The project explores a deep and old question in algebra and number theory: how hidden structures inside numbers are connected to the behavior of special mathematical objects in complex analysis called L-functions and having a geometrical nature. These L-functions play a central role in algebra and geometry because they encode important arithmetic information and invariants. Understanding their values can reveal fundamental properties of (algebraic) diophantine polynomial equations, like elliptic curves. A major development in the last decades has been the Langlands program, an ambitious network of difficult conjectures suggesting that several areas of mathematics (complex analysis, algebra and geometry) are connected in a profound and natural way. One part of this program explains how certain functions in complex analysis verifying some symmetries (called automorphic forms) are directly connected to objects in algebra and number theory Galois representations, and also to multivariable algebraic polynomial equations. Famous breakthroughs, such as the proof of Fermats Last Theorem by Andrew Wiles, rely on these ideas. The project focuses on a modern tool in number theory and arithmetic geometry called eigenvarieties. These are geometric objects (spaces) that organize large families of automorphic forms in a continuous way, but with respect to the p-adic distance rather than the usual Archimedean one. By studying the shape of these spaces, one can detect some patterns relating the geometry to the values of p-adic L-functions, a p-adic analogue of classical L-functions that carries deep arithmetic information.

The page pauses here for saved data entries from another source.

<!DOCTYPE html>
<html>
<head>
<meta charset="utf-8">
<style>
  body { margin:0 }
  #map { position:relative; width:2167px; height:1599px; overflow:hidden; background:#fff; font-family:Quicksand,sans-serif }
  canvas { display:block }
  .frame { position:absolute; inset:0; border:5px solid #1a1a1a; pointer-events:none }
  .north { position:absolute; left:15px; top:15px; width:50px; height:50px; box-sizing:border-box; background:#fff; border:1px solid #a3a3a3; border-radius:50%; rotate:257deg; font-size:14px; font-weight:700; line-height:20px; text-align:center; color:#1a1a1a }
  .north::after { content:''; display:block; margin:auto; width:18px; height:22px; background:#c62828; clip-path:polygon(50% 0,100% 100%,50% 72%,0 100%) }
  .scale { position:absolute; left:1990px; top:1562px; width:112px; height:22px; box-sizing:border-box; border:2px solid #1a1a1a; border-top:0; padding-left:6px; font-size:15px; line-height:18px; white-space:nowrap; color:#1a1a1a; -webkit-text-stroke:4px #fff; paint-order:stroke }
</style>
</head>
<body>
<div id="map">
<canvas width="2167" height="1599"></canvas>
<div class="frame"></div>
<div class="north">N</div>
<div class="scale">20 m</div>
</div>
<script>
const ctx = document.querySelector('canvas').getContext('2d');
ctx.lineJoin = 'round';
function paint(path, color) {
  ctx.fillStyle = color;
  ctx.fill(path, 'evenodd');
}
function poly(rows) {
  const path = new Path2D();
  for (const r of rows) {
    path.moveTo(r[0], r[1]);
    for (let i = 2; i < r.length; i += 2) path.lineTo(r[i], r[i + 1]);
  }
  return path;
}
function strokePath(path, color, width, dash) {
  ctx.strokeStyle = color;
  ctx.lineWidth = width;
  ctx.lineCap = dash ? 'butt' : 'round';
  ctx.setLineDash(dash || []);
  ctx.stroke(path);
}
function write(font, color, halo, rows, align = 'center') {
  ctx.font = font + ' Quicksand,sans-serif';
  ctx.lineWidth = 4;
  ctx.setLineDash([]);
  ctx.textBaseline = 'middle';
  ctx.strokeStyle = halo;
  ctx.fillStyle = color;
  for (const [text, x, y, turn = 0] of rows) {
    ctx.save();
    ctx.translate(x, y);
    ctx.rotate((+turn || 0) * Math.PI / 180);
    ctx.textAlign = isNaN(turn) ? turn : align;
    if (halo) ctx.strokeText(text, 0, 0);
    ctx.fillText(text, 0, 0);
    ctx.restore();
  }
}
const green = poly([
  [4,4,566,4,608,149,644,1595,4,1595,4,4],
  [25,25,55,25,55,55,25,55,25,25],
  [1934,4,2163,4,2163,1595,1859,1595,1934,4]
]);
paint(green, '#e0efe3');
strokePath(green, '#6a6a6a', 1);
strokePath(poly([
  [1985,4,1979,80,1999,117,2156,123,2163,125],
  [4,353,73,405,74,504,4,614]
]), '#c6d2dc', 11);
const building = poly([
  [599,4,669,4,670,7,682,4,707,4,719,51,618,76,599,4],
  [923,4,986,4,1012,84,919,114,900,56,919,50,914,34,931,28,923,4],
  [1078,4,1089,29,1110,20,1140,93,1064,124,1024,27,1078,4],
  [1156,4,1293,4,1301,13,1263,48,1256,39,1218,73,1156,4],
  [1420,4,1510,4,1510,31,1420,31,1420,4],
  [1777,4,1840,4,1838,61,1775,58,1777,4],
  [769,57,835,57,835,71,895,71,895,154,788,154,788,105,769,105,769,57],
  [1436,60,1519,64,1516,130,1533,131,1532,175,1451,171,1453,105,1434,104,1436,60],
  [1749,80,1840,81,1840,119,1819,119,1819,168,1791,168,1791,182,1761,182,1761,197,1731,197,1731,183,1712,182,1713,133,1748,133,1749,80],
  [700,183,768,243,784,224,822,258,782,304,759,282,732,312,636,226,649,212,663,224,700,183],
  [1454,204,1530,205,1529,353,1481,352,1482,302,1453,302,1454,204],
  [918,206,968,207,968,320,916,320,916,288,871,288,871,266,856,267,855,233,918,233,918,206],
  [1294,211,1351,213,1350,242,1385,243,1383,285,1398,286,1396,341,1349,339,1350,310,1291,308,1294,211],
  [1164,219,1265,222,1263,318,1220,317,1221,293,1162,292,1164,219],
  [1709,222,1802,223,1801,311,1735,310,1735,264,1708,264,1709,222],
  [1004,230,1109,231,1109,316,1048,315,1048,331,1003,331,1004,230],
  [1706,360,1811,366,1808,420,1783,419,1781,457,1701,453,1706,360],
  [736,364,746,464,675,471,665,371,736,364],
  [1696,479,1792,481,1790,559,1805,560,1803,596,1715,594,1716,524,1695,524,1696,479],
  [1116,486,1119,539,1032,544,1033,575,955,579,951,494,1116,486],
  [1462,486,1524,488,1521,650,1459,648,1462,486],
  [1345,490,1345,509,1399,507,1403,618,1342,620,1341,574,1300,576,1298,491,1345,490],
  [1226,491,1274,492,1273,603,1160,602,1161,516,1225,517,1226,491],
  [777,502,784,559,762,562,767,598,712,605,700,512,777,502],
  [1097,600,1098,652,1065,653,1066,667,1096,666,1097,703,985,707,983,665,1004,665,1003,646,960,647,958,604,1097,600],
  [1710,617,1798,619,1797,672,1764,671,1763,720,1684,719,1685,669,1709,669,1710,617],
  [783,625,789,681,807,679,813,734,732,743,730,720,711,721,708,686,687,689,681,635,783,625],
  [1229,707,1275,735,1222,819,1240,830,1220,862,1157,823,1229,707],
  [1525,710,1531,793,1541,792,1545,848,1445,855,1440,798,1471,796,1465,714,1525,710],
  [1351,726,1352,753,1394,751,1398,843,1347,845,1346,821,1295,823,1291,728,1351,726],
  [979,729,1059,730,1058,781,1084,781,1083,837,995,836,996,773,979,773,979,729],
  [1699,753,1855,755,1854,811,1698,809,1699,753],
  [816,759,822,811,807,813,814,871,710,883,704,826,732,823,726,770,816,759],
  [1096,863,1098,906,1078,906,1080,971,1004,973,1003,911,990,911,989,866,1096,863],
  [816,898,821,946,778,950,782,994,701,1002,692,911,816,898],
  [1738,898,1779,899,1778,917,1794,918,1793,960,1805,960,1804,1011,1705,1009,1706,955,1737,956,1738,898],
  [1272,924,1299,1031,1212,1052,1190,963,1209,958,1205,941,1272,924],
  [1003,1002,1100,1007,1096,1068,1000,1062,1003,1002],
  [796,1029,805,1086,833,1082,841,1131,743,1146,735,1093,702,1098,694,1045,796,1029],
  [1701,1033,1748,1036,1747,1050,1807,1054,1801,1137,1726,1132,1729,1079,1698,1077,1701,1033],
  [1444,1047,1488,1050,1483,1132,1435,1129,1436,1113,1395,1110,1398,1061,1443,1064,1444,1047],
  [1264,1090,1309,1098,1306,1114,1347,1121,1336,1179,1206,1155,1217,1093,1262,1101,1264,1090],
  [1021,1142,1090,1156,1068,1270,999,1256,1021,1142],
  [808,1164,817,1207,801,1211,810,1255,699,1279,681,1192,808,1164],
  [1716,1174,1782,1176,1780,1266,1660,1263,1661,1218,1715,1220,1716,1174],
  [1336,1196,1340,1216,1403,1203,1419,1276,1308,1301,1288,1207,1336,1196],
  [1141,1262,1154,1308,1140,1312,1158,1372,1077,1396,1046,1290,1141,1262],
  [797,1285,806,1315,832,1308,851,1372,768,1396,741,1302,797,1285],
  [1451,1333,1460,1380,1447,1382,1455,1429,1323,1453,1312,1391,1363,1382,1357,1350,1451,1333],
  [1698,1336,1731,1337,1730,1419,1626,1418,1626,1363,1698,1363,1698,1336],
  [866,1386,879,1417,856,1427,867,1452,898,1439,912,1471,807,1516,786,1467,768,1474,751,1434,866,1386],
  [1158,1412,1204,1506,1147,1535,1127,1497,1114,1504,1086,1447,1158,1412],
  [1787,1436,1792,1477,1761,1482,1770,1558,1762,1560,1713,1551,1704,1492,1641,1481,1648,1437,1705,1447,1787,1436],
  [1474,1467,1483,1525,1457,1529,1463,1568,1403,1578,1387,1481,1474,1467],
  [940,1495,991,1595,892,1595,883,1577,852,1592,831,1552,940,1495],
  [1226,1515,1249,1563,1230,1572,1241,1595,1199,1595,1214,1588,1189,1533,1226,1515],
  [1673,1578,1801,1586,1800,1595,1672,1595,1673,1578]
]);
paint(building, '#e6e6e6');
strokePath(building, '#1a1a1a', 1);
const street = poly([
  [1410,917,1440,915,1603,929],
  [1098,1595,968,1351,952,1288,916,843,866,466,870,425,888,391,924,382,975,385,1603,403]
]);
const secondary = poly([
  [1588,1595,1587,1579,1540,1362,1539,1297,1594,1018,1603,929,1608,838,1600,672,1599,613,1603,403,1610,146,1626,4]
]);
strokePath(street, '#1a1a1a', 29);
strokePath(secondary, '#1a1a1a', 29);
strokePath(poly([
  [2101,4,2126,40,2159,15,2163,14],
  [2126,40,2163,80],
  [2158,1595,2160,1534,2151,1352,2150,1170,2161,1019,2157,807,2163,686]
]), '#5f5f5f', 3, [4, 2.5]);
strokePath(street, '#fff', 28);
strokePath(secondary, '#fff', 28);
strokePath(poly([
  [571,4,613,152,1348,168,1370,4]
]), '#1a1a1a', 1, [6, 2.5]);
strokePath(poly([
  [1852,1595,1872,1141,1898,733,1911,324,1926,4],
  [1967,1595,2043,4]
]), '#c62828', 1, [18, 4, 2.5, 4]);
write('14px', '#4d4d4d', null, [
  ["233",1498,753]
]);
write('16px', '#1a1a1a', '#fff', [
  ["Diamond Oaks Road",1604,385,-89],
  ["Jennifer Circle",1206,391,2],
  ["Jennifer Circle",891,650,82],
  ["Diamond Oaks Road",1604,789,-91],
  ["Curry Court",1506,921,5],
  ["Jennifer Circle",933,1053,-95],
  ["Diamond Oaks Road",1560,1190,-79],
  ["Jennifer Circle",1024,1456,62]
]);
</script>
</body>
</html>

In this project we aim to construct new types of eigenvarieties, and investigate their local geometry at certain crossing points related to zeros of p-adic L- functions. Understanding this phenomenon is crucial and our goal is to compute the derivative, and relate it to arithmetic invariants occurring in number theory. By combining methods from geometry, p-adic analysis, and Galois theory, this research aims to advance our understanding of how fundamental arithmetic invariants are connected to the values of p-adic L-functions. These insights contribute to central open problems in modern number theory.